Find K-Means Clusters finds natural clusters of features based on either location or attribute values using the K-Means algorithm. The algorithm classifies the features so that the features within a cluster are as similar as possible, while the clusters are as different as possible.
Examples
The following are example scenarios using Find K-Means Clusters:
- A nongovernmental organization collects data on abandoned fishing gear and other large offshore debris. The location of the debris can be analyzed to find clusters of debris, which can help the organization determine the main sources of the abandoned equipment and debris.
- Customers of a retail location can be analyzed based on their demographic characteristics and buying patterns. Clusters based on properties such as disposable income and spending can be used to design a marketing strategy for the store.
Run Find K-Means Clusters
Find K-Means Clusters can be run on map, chart, or table cards using point, line, or area features.
Complete the following steps to find natural clusters:
- Click the map card to activate it if necessary.
A card is active when the toolbar and Action button appear.
- Click the Action button and do one of the following:
- For a map card, on the Spatial analysis tab, click Find K-Means Clusters.
- For chart and table cards, click How is it distributed and click Find K-Means Clusters.
- For Choose a layer, select the layer for which you want to find clusters.
- For Analysis fields, choose one of the following options:
- To run Find K-Means Clusters spatially, select a location field.
- To run Find K-Means Clusters nonspatially, select one or more number fields.
- Expand Additional options and provide a value for the Number of clusters parameter if necessary.
- Click Run.
Usage notes
The Choose a layer parameter is used to select a dataset in which to find clusters.

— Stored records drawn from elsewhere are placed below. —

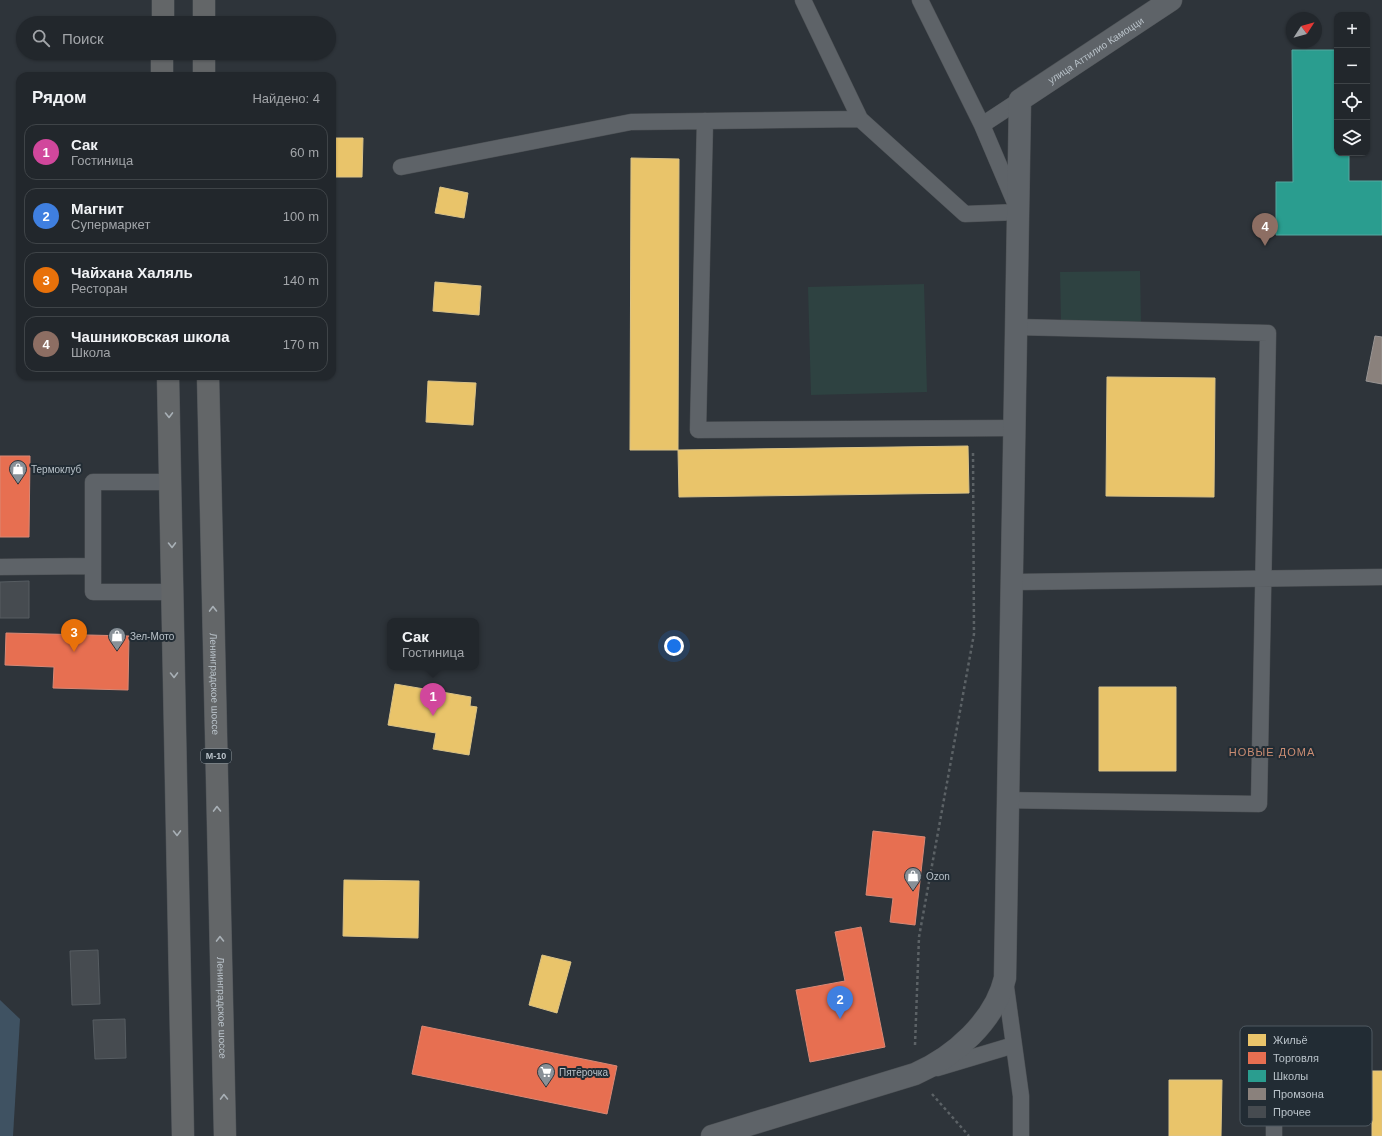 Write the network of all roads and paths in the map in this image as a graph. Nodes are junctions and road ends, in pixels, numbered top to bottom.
1 (163, 0) edge
2 (204, 0) edge
3 (803, 0) edge
4 (920, 0) edge
5 (1171, 0) edge
6 (163, 16) edge
7 (204, 16) edge
8 (162, 60) edge
9 (204, 60) edge
10 (162, 72) edge
11 (204, 72) edge
12 (1020, 100) junction
13 (860, 119) junction
14 (705, 121) junction
15 (982, 125) junction
16 (401, 167) dead end
17 (1018, 212) junction
18 (1016, 327) junction
19 (168, 380) edge
20 (208, 380) edge
21 (1015, 428) junction
22 (973, 429) junction
23 (170, 482) junction
24 (93, 566) junction
25 (0, 567) edge
26 (1382, 577) edge
27 (1263, 579) junction
28 (1012, 582) junction
29 (173, 592) junction
30 (1008, 800) junction
31 (1005, 978) junction
32 (1014, 1045) junction
33 (914, 1074) junction
34 (183, 1136) edge
35 (224, 1136) edge
36 (712, 1136) edge
37 (969, 1136) edge
38 (1021, 1136) edge

1 - 6 highway
2 - 7 highway
3 - 13 lane
4 - 15 lane
5 - 12 street, улица Аттилио Камоцци
8 - 10 highway
9 - 11 highway
12 - 15 lane
12 - 17 street
13 - 14 lane
13 - 17 lane
14 - 16 lane
14 - 22 lane
15 - 17 lane
17 - 18 street
18 - 21 street
18 - 27 lane
19 -> 23 highway
35 -> 20 highway, Ленинградское шоссе / М-10
21 - 22 lane
21 - 28 street
22 - 33 path
23 - 24 lane
23 -> 29 highway
24 - 25 lane
24 - 29 lane
26 - 27 lane
27 - 28 lane
27 - 30 lane
28 - 30 street
29 -> 34 highway
30 - 31 street
31 - 32 lane
31 - 33 street
32 - 33 lane
32 - 38 lane
33 - 36 street
33 - 37 path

The dataset can have point, line, or area features, or it can be a nonspatial table (available when using the capability from a chart or table).
The Analysis fields parameter is used to select the field on which the clusters will be based. The field can be either a location field, in which case the clusters will be based on geographic location, or one or more number or rate/ratio fields, in which case the clusters will be based on similarity between attributes. A combination of location and number or rate/ratio fields is not supported.
You can expand Additional options to reveal the Number of clusters parameter. If a specific number of clusters is required for the analysis, provide that value in the Number of clusters parameter. If no value is provided, a number of clusters will be calculated using the Davies-Bouldin index described in Davies and Bouldin (1979) that will optimize the similarities within a cluster and the differences between clusters.
Limitations
This tool is not supported for read-only connections to Google BigQuery, Snowflake, and database platforms that are not supported out of the box.
Cross filters, filter widgets, and temporal filter widgets can be applied to the results of Find K-Means Clusters but will not rerun the tool each time the filter is changed.
References
Davies, David L., and Donald W. Bouldin. 1979. "A Cluster Separation Measure." IEEE Transactions on Pattern Analysis and Machine Intelligence. PAMI-1, no. 2 (April): 224 - 227. https://doi.org/10.1109/TPAMI.1979.4766909.